The aim of this study was first of all to get a better insight into the intraspecific variability in EPA and DHA content in response to irradiance and temperature. To investigate this, cellular EPA and DHA content of a polar and a temperate diatom was followed after acclimation to a range of irradiance levels at two temperatures. Secondly, the interspecific EPA and DHA variability between and within polar and temperate species was investigated. To this end, EPA and DHA content of two polar and three temperate species, cultured at equivalent growth conditions were investigated. So far, no comparative analysis between temperate and polar algal species had been carried out. In addition, many earlier studies reporting on EPA and DHA variability in polar species focused on relative variability, rather than on absolute cellular production rates. To be able to measure true interspecific differences, taking into account differences in total fatty acid content relative to algal biomass, the absolute amounts of EPA and DHA were determined, using biovolume as biomass unit.
Materials and methods
Pre-experimental cultivation
Two polar and three temperate species were selected representing different taxonomic groups (Table 1). Cultures of the polar species were maintained at 4°C and the temperate species at 16°C, except for Fibrocapsa japonica, which was kept at 18°C. Fibrocapsa japonica was cultured at an irradiance of 35 μmol photons m-2 s-1. For the other species the pre-experimental culture irradiance was approximately 10 μmol photons m-2 s-1. Before and during experimentation all species were subjected to a light–dark cycle of 16:8. Cultures were grown in F2 medium (Guillard and Ryther 1962) based on filtered natural sea water originating from the Canary Basin. For F. japonica the salinity of the medium was set at 25 PSU and for the other species at 35 PSU.
Experimental setup
Two sets of experiments were performed. Intraspecific variability in LC-PUFA content was investigated in a polar (Chaetoceros brevis) and a temperate (Thalassiosira weissflogii) centric diatom. Chaetoceros brevis was cultured at 3 and 7°C and T. weissflogii at 16°C and 20°C, both at irradiances of 10, 25, 75 and 150 μmol photons m-2 s-1. The irradiance levels were based on earlier experiments on Antarctic and cold temperate phytoplankton (van de Poll et al. 2007;Boelen et al. 2011) and simulate limiting and saturating culture conditions in a stable water column. Interspecific LC-PUFA variability was investigated for two polar (C. brevis and Pyramimonas sp.) and three temperate (F. japonica, T. weissflogii and Emiliania huxleyi) species. For the latter set of experiments all species were cultured at the same irradiance (75 μmol photons m-2 s-1) at 16°C for the temperate species and 3°C for the polar species. Algae were cultured in duplicate in Fernbach or Erlenmeyer flasks with a working volume of approximately 0.5 L. The experiments were set up in water baths, connected to Neslab cryostats, to assure accurate temperature control (± 0.5°C). Before samples were collected for fatty acid and pigment analysis (see below), cultures were acclimated to the different temperatures and irradiance levels in semi-continuous batch mode for at least one week; fast growing cultures were diluted with fresh medium to avoid nutrient limitation. Sampling took place during exponential growth in the middle of the light period. Cell counts were done regularly to establish growth rates. Specific growth rates (μ) were calculated from linear regressions of the natural log of cell numbers versus time. Cell biovolumes were calculated from microscopic images as described below.
Analytical procedures
Cell numbers were determined using a Coulter XL-MCL flow cytometer (Beckman Coulter, Miami, FL, USA) as described by van de Poll et al. (2005).

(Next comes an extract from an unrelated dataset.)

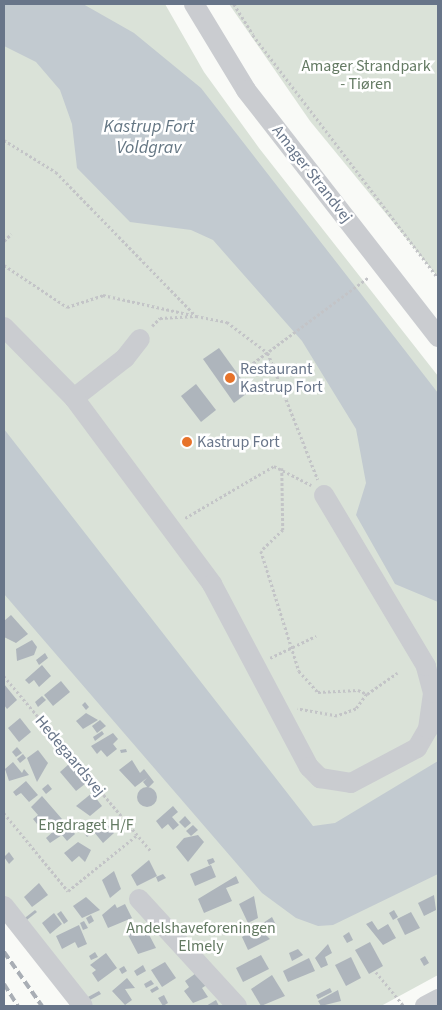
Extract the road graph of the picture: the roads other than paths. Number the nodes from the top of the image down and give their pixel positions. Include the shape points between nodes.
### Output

To determine the pigment composition, samples of cultures (30 mL) were filtered through GF/F filters (25 mm), immediately frozen in liquid nitrogen and stored at −80°C until further analysis. The filters were freeze-dried (48 h) and extracted with 90% (aqueous) acetone for 48h at 4°C. Pigments were separated and quantified on a Waters HPLC system (model 2690) equipped with a 996 photodiode array detector and a C18 5 μm DeltaPak reverse-phase column as described by van Leeuwe et al. (2006).
For fatty acid analysis, 100 mL of the culture were filtered through pre-combusted GF/F (25 mm) filters, frozen in liquid nitrogen and stored at −80°C until further analysis using gas chromatography (GC) and gas chromatography–mass spectrometry (GC-MS). The procedure is modified from the method described by Klein Breteler et al. (2004). The samples were freeze-dried for 48 h and a known amount of nonadecanoic acid (C19:0, Fluka) was added as an internal standard. The samples were saponified by reflux (1 h) with 1 N KOH-MeOH (96%). After acidifying with 2N HCl-MeOH (1:1) to a pH of 4 the filter was removed by centrifugation and bidistilled water was added to the supernatant in a ratio equal to MeOH. Fatty acids were extracted from this mixture with dichloromethane (DCM) (3×). The DCM extract was dried over Na2SO4 and methylated with diazomethane. The non-polar fatty acid methyl esters were separated from the polar compounds over a small Al2O3 column using DCM as eluent and analyzed on a Hewlett–Packard 6890 gas chromatograph equipped with a fused silica capillary column (50m × 0.32mm) coated with CP Sil-5 CB (film thickness 0.12 μm). Helium was used as carrier gas. The oven thermal gradient rose from an initial 70°C to 130°C at 20°C min-1 and then to a final temperature of 320°C increasing 4°C min-1, which was maintained for 10 min. Selected samples were also analyzed by GC-MS. GC–MS was performed with a Hewlett–Packard 5890 gas chromatograph interfaced with a VG Autospec Ultima mass spectrometer operating at 70 eV, with a mass range of m/z 50–800 and a cycle time of 1.7 s (resolution 1000). The gas chromatograph was equipped with an on-column injection system and the same capillary column as described for GC. The carrier gas was helium. The temperature program was the same as described for GC. Long chain fatty acids (number of carbons ≥ 14) were identified from mass spectra and retention times and the double-bond positions were determined by comparison with those of PUFA No.1 standard mixture (Matreya). Quantification of fatty acids was done by integration of appropriate peak areas and using the known concentration of the added internal standard.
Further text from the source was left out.